## Action item
Find the word "roads" below. Copy each line that has it.

## Given information
________

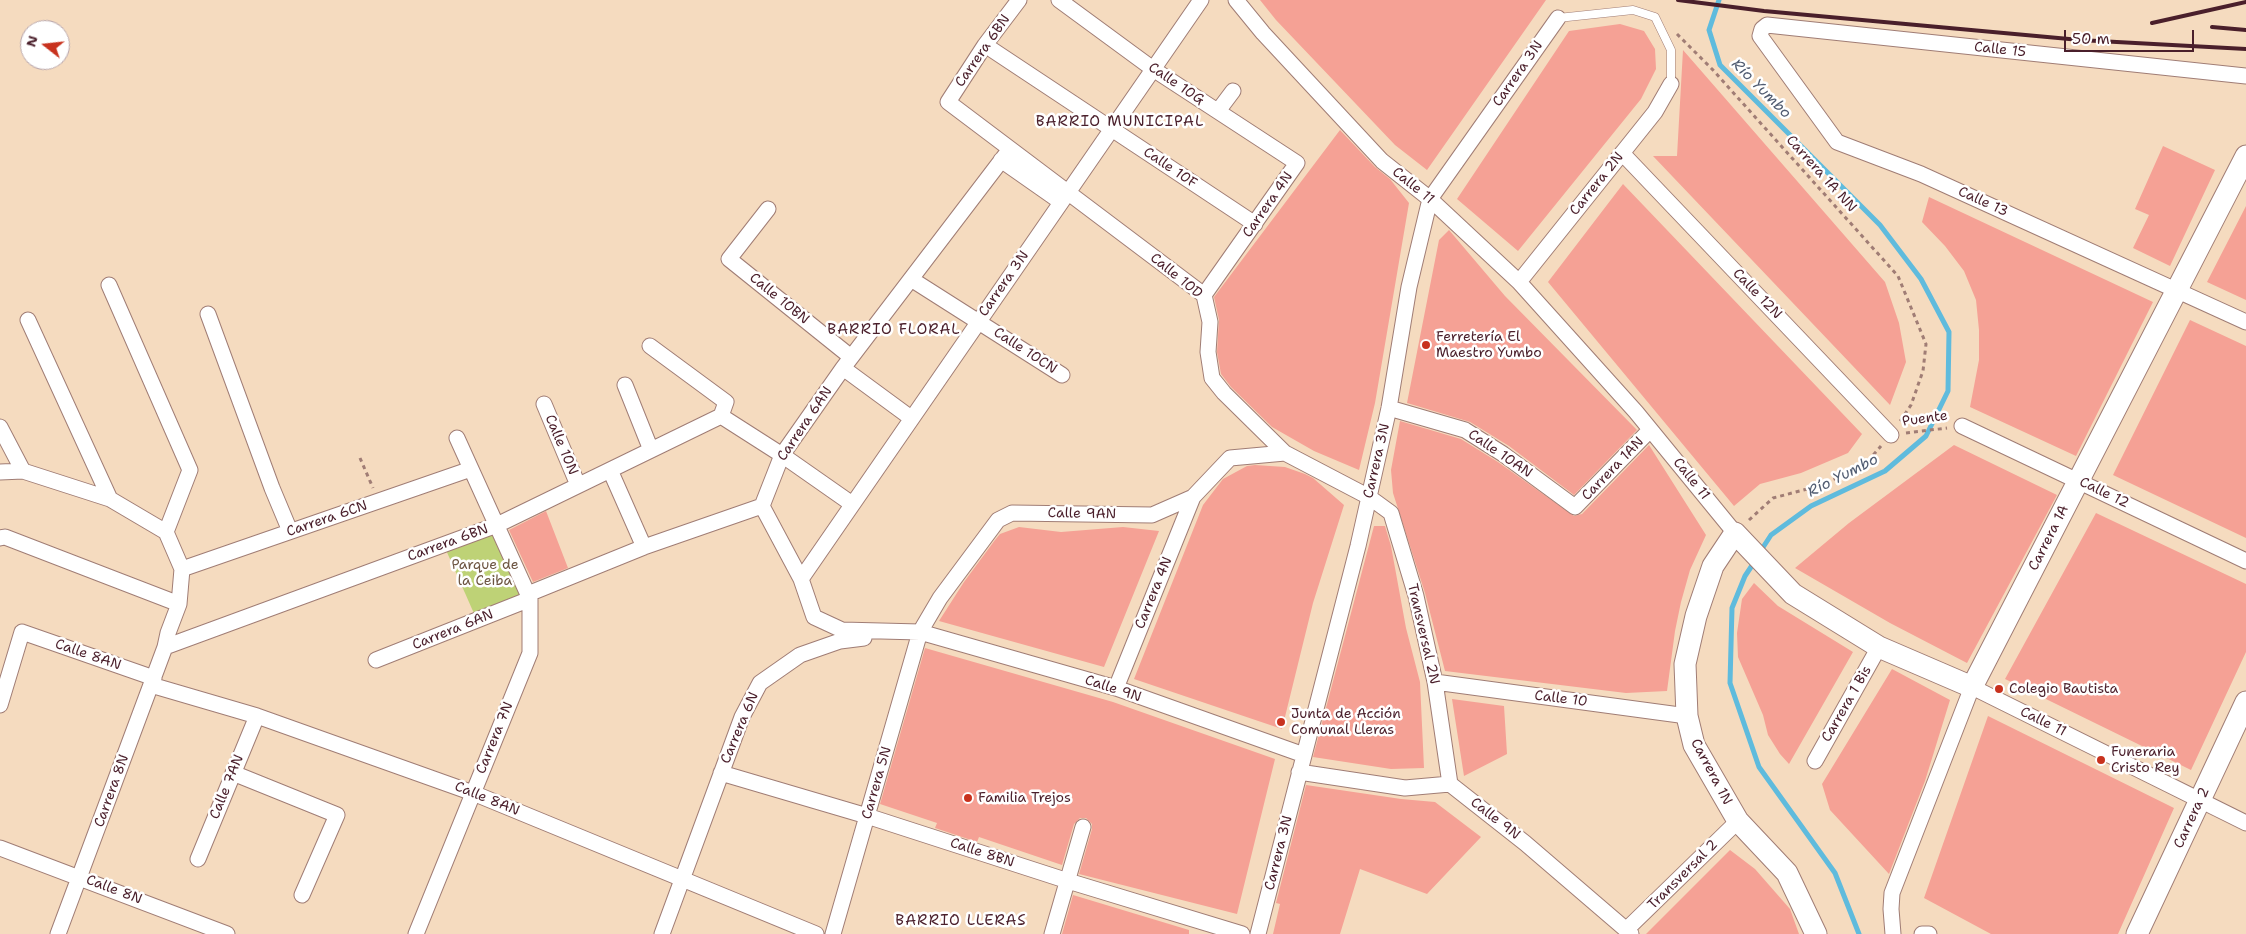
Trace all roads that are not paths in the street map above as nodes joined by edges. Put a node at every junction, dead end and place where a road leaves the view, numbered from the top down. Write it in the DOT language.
graph roads {
  1 [pos="1019,0"];
  2 [pos="1059,0"];
  3 [pos="1202,0"];
  4 [pos="1236,0"];
  5 [pos="1558,18"];
  6 [pos="1760,36"];
  7 [pos="985,45"];
  8 [pos="1153,69"];
  9 [pos="2246,76"];
  10 [pos="1671,84"];
  11 [pos="1233,91"];
  12 [pos="948,102"];
  13 [pos="1218,111"];
  14 [pos="1112,129"];
  15 [pos="1622,153"];
  16 [pos="1006,154"];
  17 [pos="2246,156"];
  18 [pos="1297,163"];
  19 [pos="1064,197"];
  20 [pos="1430,199"];
  21 [pos="768,208"];
  22 [pos="1255,224"];
  23 [pos="911,279"];
  24 [pos="1519,282"];
  25 [pos="109,285"];
  26 [pos="2177,289"];
  27 [pos="1204,295"];
  28 [pos="208,314"];
  29 [pos="28,320"];
  30 [pos="978,321"];
  31 [pos="2246,322"];
  32 [pos="650,346"];
  33 [pos="847,363"];
  34 [pos="1062,375"];
  35 [pos="625,385"];
  36 [pos="544,404"];
  37 [pos="1389,408"];
  38 [pos="721,416"];
  39 [pos="911,418"];
  40 [pos="1962,426"];
  41 [pos="0,427"];
  42 [pos="1650,430"];
  43 [pos="1891,435"];
  44 [pos="457,438"];
  45 [pos="651,450"];
  46 [pos="1284,453"];
  47 [pos="782,455"];
  48 [pos="471,469"];
  49 [pos="610,470"];
  50 [pos="23,471"];
  51 [pos="0,472"];
  52 [pos="2079,480"];
  53 [pos="578,485"];
  54 [pos="1370,496"];
  55 [pos="1193,497"];
  56 [pos="110,498"];
  57 [pos="852,504"];
  58 [pos="762,506"];
  59 [pos="1575,507"];
  60 [pos="497,525"];
  61 [pos="290,531"];
  62 [pos="166,532"];
  63 [pos="1736,535"];
  64 [pos="0,538"];
  65 [pos="644,547"];
  66 [pos="2246,561"];
  67 [pos="182,569"];
  68 [pos="801,579"];
  69 [pos="529,596"];
  70 [pos="179,604"];
  71 [pos="920,632"];
  72 [pos="1879,647"];
  73 [pos="165,648"];
  74 [pos="376,660"];
  75 [pos="152,681"];
  76 [pos="1435,682"];
  77 [pos="1972,687"];
  78 [pos="1116,688"];
  79 [pos="2246,702"];
  80 [pos="0,705"];
  81 [pos="257,716"];
  82 [pos="1688,716"];
  83 [pos="1304,755"];
  84 [pos="1814,761"];
  85 [pos="1300,772"];
  86 [pos="233,773"];
  87 [pos="721,773"];
  88 [pos="1450,784"];
  89 [pos="473,793"];
  90 [pos="2201,800"];
  91 [pos="867,816"];
  92 [pos="1738,821"];
  93 [pos="2246,823"];
  94 [pos="1083,827"];
  95 [pos="0,848"];
  96 [pos="198,859"];
  97 [pos="80,877"];
  98 [pos="681,879"];
  99 [pos="1068,881"];
  100 [pos="302,895"];
  101 [pos="1629,932"];
  102 [pos="58,934"];
  103 [pos="227,934"];
  104 [pos="416,934"];
  105 [pos="662,934"];
  106 [pos="816,934"];
  107 [pos="834,934"];
  108 [pos="1052,934"];
  109 [pos="1242,934"];
  110 [pos="1258,934"];
  111 [pos="1816,934"];
  112 [pos="1893,934"];
  113 [pos="1922,934"];
  114 [pos="1929,934"];
  115 [pos="2137,934"];
  1 -- 7 [label="street, Carrera 6BN"];
  2 -- 8 [label="street, Calle 10G"];
  3 -- 8 [label="street, Carrera 3N"];
  4 -- 20 [label="street, Calle 11"];
  5 -- 10 [label="lane"];
  5 -- 20 [label="street, Carrera 3N"];
  6 -- 9 [label="street, Calle 15"];
  6 -- 26 [label="street, Calle 13"];
  7 -- 12 [label="street, Carrera 6BN"];
  7 -- 14 [label="street, Calle 10F"];
  8 -- 13 [label="street, Calle 10G"];
  8 -- 14 [label="street, Carrera 3N"];
  10 -- 15 [label="street, Carrera 2N"];
  11 -- 13 [label="street"];
  12 -- 16 [label="street, Calle 10D"];
  13 -- 18 [label="street, Calle 10G"];
  14 -- 19 [label="street, Carrera 3N"];
  14 -- 22 [label="street, Calle 10F"];
  15 -- 24 [label="street, Carrera 2N"];
  15 -- 43 [label="street, Calle 12N"];
  16 -- 19 [label="street, Calle 10D"];
  16 -- 23 [label="street, Carrera 6AN"];
  17 -- 26 [label="street, Carrera 1A"];
  18 -- 22 [label="street, Carrera 4N"];
  19 -- 27 [label="street, Calle 10D"];
  19 -- 30 [label="street, Carrera 3N"];
  20 -- 24 [label="street, Calle 11"];
  20 -- 37 [label="street, Carrera 3N"];
  21 -- 33 [label="street, Calle 10BN"];
  22 -- 27 [label="street, Carrera 4N"];
  23 -- 30 [label="street, Calle 10CN"];
  23 -- 33 [label="street, Carrera 6AN"];
  24 -- 42 [label="street, Calle 11"];
  25 -- 62 [label="street"];
  26 -- 31 [label="street, Calle 13"];
  26 -- 52 [label="street, Carrera 1A"];
  27 -- 46 [label="street, Calle 10D"];
  28 -- 61 [label="street"];
  29 -- 56 [label="street"];
  30 -- 34 [label="street, Calle 10CN"];
  30 -- 39 [label="street, Carrera 3N"];
  32 -- 38 [label="street"];
  33 -- 39 [label="street, Calle 10BN"];
  33 -- 47 [label="street, Carrera 6AN"];
  35 -- 45 [label="street"];
  36 -- 53 [label="street, Calle 10N"];
  37 -- 54 [label="street, Carrera 3N"];
  37 -- 59 [label="street, Calle 10AN"];
  38 -- 45 [label="street, Carrera 6BN"];
  38 -- 47 [label="street"];
  39 -- 57 [label="street, Carrera 3N"];
  40 -- 52 [label="street, Calle 12"];
  41 -- 50 [label="street"];
  42 -- 59 [label="street, Carrera 1AN"];
  42 -- 63 [label="street, Calle 11"];
  44 -- 48 [label="street"];
  45 -- 49 [label="street, Carrera 6BN"];
  46 -- 54 [label="street, Calle 10D"];
  46 -- 55 [label="street, Calle 9AN"];
  47 -- 57 [label="street"];
  47 -- 58 [label="street, Carrera 6AN"];
  48 -- 60 [label="street"];
  48 -- 61 [label="street, Carrera 6CN"];
  49 -- 53 [label="street, Carrera 6BN"];
  49 -- 65 [label="street"];
  50 -- 51 [label="street"];
  50 -- 56 [label="street"];
  52 -- 66 [label="street, Calle 12"];
  52 -- 77 [label="street, Carrera 1A"];
  53 -- 60 [label="street, Carrera 6BN"];
  54 -- 76 [label="street, Transversal 2N"];
  54 -- 83 [label="street, Carrera 3N"];
  55 -- 71 [label="street, Calle 9AN"];
  55 -- 78 [label="street, Carrera 4N"];
  56 -- 62 [label="street"];
  57 -- 68 [label="street, Carrera 3N"];
  58 -- 65 [label="street, Carrera 6AN"];
  58 -- 68 [label="street"];
  60 -- 69 [label="street"];
  60 -- 73 [label="street, Carrera 6BN"];
  61 -- 67 [label="street, Carrera 6CN"];
  62 -- 67 [label="street"];
  63 -- 72 [label="street, Calle 11"];
  63 -- 82 [label="street, Carrera 1N"];
  64 -- 70 [label="street"];
  65 -- 69 [label="street, Carrera 6AN"];
  67 -- 70 [label="street, Carrera 8N"];
  68 -- 71 [label="street"];
  69 -- 74 [label="street, Carrera 6AN"];
  69 -- 89 [label="street, Carrera 7N"];
  70 -- 73 [label="street, Carrera 8N"];
  71 -- 78 [label="street, Calle 9N"];
  71 -- 87 [label="street, Carrera 6N"];
  71 -- 91 [label="street, Carrera 5N"];
  72 -- 77 [label="street, Calle 11"];
  72 -- 84 [label="street, Carrera 1 Bis"];
  73 -- 75 [label="street, Carrera 8N"];
  75 -- 80 [label="street, Calle 8AN"];
  75 -- 81 [label="street, Calle 8AN"];
  75 -- 97 [label="street, Carrera 8N"];
  76 -- 82 [label="street, Calle 10"];
  76 -- 88 [label="street, Transversal 2N"];
  77 -- 90 [label="street, Calle 11"];
  77 -- 112 [label="street, Carrera 1A"];
  78 -- 83 [label="street, Calle 9N"];
  79 -- 90 [label="street, Carrera 2"];
  81 -- 86 [label="street, Calle 7AN"];
  81 -- 89 [label="street, Calle 8AN"];
  82 -- 92 [label="street, Carrera 1N"];
  83 -- 85 [label="street, Carrera 3N"];
  85 -- 88 [label="street"];
  85 -- 110 [label="street, Carrera 3N"];
  86 -- 96 [label="street, Calle 7AN"];
  86 -- 100 [label="street"];
  87 -- 91 [label="street, Calle 8BN"];
  87 -- 98 [label="street, Carrera 6N"];
  88 -- 101 [label="street, Calle 9N"];
  89 -- 98 [label="street, Calle 8AN"];
  89 -- 104 [label="street, Carrera 7N"];
  90 -- 93 [label="street, Calle 11"];
  90 -- 115 [label="street, Carrera 2"];
  91 -- 99 [label="street, Calle 8BN"];
  91 -- 107 [label="street, Carrera 5N"];
  92 -- 101 [label="street, Transversal 2"];
  92 -- 111 [label="street, Carrera 1N"];
  94 -- 99 [label="street"];
  95 -- 97 [label="street, Calle 8N"];
  97 -- 102 [label="street, Carrera 8N"];
  97 -- 103 [label="street, Calle 8N"];
  98 -- 105 [label="street, Carrera 6N"];
  98 -- 106 [label="street, Calle 8AN"];
  99 -- 108 [label="street"];
  99 -- 109 [label="street, Calle 8BN"];
  113 -- 114 [label="street"];
}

________

## Written solution
Trace all roads that are not paths in the street map above as nodes joined by edges. Put a node at every junction, dead end and place where a road leaves the view, numbered from the top down. Write it in the DOT language.
graph roads {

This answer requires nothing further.